In her social justice crusade, McGowan uses a hashtag on social media #RoseArmy. She argues that the Rose in that hashtag isn’t about her, Rose, but rather “a secret code of: You think differently.” She says in the series, “Rose Army isn’t about my name at all. I saw these roses once growing through sidewalk cracks, and I just thought, hell, so many disenfranchised people have to grow through these cracks, and the thorns they carry weight.”

Rose Army is a good example of the paradox that is the Rose McGowan we see in Citizen Rose: almost unknowingly egotistical, but using her self-involvement for good. She uses herself, her story, her name even, to speak, to demand, to question, to heal — and constantly invites others to join her in order to process their own trauma and pain.

McGowan’s friend, the writer and actor Joshua John Miller, describes the Rose he met decades earlier as, “sometimes intimidating, sometimes arrogant, and sometimes incredibly beautiful and inspiring.” He is speaking of the young Rose McGowan but his adjectives also apply perfectly to Citizen Rose. Both Rose and Citizen Rose are complex, powerful, egotistic, human.
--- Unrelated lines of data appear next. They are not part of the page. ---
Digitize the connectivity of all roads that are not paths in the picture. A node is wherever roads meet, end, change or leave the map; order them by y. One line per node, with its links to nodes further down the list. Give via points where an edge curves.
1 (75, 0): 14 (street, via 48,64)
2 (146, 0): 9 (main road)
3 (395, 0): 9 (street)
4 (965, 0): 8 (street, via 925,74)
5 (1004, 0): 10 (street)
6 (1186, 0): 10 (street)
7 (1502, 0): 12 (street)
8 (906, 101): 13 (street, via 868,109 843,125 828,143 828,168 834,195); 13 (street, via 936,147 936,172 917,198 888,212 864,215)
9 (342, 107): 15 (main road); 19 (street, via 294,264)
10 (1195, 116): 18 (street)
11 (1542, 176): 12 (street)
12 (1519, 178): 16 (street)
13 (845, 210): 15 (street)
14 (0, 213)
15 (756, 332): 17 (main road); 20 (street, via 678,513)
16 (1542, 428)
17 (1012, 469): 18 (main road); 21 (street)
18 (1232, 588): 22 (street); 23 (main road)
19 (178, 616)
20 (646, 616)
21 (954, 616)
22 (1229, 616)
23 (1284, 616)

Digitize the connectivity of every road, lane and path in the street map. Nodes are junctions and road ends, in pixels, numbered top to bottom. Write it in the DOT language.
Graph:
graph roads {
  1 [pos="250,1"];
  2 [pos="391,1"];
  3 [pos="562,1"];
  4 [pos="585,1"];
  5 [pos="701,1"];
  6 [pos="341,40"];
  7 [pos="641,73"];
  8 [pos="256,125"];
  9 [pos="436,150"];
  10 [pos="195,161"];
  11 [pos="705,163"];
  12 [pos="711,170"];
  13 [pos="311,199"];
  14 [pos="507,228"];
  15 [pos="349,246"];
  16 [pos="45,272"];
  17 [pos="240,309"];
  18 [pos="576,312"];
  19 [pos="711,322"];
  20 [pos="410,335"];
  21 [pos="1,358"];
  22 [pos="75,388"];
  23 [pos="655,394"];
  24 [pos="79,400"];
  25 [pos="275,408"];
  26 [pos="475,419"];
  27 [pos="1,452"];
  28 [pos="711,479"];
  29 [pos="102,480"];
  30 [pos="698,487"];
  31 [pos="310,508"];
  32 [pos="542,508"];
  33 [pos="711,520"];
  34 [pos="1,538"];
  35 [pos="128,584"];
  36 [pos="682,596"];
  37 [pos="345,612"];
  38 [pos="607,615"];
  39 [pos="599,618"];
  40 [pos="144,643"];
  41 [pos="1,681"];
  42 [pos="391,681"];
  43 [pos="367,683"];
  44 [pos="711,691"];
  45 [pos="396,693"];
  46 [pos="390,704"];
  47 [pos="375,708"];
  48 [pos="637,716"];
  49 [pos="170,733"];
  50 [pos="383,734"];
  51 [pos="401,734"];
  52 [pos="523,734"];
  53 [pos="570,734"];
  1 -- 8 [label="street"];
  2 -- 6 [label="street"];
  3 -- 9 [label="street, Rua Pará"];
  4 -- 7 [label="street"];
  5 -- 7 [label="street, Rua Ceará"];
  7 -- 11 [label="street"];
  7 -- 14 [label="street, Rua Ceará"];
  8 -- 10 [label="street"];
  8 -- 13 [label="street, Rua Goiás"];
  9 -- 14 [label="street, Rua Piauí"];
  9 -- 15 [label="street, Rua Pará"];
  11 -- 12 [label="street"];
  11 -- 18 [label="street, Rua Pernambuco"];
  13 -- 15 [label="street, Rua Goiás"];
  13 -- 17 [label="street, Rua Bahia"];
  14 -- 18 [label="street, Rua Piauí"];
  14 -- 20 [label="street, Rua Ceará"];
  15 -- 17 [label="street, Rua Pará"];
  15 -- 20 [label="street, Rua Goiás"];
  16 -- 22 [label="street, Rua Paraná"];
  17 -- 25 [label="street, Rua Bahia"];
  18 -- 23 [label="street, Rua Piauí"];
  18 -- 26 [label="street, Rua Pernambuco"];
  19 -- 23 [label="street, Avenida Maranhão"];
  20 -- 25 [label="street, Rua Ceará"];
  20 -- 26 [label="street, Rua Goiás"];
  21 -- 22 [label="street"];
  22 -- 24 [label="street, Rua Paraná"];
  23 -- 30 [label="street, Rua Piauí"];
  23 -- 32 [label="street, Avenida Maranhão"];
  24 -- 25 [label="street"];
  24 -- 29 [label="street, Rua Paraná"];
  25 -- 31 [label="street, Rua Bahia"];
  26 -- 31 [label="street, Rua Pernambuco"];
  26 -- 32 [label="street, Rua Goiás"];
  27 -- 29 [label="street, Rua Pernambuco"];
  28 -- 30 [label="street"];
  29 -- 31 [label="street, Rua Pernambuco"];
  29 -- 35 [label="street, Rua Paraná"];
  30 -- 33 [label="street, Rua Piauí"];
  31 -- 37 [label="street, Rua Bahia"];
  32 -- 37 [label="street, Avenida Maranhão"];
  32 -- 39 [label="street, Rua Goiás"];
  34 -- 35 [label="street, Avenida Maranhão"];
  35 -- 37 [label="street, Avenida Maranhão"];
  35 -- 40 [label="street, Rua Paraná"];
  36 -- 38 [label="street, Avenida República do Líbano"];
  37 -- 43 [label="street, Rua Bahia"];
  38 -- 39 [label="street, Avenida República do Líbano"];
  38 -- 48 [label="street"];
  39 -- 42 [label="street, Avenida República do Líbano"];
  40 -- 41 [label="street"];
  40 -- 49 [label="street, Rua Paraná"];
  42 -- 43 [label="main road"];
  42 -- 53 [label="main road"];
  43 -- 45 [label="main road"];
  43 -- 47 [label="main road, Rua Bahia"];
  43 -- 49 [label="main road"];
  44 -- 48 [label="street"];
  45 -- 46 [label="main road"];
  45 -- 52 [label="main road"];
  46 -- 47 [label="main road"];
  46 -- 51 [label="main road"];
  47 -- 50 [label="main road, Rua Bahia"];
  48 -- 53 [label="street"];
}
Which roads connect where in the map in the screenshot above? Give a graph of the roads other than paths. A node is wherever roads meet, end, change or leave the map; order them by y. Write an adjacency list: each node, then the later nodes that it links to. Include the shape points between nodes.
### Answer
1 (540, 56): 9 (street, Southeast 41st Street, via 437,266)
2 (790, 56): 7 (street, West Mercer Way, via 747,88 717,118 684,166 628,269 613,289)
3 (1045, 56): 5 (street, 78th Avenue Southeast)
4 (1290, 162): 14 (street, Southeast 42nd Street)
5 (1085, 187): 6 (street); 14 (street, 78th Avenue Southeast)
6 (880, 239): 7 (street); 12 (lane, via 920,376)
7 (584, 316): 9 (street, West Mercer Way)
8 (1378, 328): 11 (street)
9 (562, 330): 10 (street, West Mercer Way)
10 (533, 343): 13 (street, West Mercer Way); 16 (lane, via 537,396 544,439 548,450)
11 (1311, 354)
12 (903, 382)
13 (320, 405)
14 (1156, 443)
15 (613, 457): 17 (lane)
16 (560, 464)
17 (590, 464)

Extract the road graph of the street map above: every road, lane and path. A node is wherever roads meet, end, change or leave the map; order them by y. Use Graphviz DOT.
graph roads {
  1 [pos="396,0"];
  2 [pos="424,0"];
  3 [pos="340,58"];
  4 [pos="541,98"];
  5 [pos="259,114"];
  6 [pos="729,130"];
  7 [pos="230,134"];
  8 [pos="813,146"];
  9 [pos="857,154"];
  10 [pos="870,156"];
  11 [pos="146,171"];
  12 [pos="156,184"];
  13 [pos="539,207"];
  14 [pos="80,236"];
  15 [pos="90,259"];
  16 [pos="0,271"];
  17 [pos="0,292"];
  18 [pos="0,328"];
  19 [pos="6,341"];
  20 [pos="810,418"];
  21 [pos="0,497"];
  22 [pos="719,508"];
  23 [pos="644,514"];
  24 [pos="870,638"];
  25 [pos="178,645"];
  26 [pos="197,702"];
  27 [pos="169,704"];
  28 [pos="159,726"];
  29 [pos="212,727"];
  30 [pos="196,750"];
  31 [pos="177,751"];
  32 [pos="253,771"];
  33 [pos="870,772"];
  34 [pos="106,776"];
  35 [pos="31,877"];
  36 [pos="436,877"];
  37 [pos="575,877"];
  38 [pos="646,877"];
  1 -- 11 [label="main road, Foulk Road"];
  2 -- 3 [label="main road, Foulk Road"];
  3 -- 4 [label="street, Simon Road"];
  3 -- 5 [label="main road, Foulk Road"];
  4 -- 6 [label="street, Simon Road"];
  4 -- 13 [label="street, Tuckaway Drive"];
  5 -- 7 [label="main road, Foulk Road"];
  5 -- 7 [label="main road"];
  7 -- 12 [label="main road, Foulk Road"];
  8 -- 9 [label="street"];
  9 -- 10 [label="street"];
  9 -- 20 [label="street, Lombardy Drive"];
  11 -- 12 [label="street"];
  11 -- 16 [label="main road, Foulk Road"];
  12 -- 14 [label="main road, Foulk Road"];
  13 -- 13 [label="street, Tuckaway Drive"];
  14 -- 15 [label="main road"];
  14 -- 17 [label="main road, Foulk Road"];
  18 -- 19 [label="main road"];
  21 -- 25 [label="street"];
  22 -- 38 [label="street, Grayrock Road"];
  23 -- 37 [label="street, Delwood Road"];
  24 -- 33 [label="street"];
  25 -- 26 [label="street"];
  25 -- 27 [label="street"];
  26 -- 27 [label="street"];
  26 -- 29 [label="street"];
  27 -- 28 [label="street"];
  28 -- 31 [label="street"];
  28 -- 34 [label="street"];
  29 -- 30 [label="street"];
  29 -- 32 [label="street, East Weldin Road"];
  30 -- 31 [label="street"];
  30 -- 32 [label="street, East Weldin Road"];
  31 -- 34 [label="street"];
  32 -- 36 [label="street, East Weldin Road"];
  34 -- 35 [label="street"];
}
How McGowan journeyed from starlet in films like Scream and Jawbreaker to the woman we see on screen here buzzing her already short hair even shorter, is a dark story. “I got really interrupted, you have to understand,” she says to her mother in a powerful moment of vulnerability. “I didn’t get to be me for 17 years.”

With McGowan as the series’ star, narrator, and executive producer, we can feel assured that the Rose we meet in this series is finally the Rose she wants the world to see, the one she was long unable to express.

Rose, it’s wonderful to meet you.

Citizen Rose premieres Tuesday night at 8 p.m. ET on E!.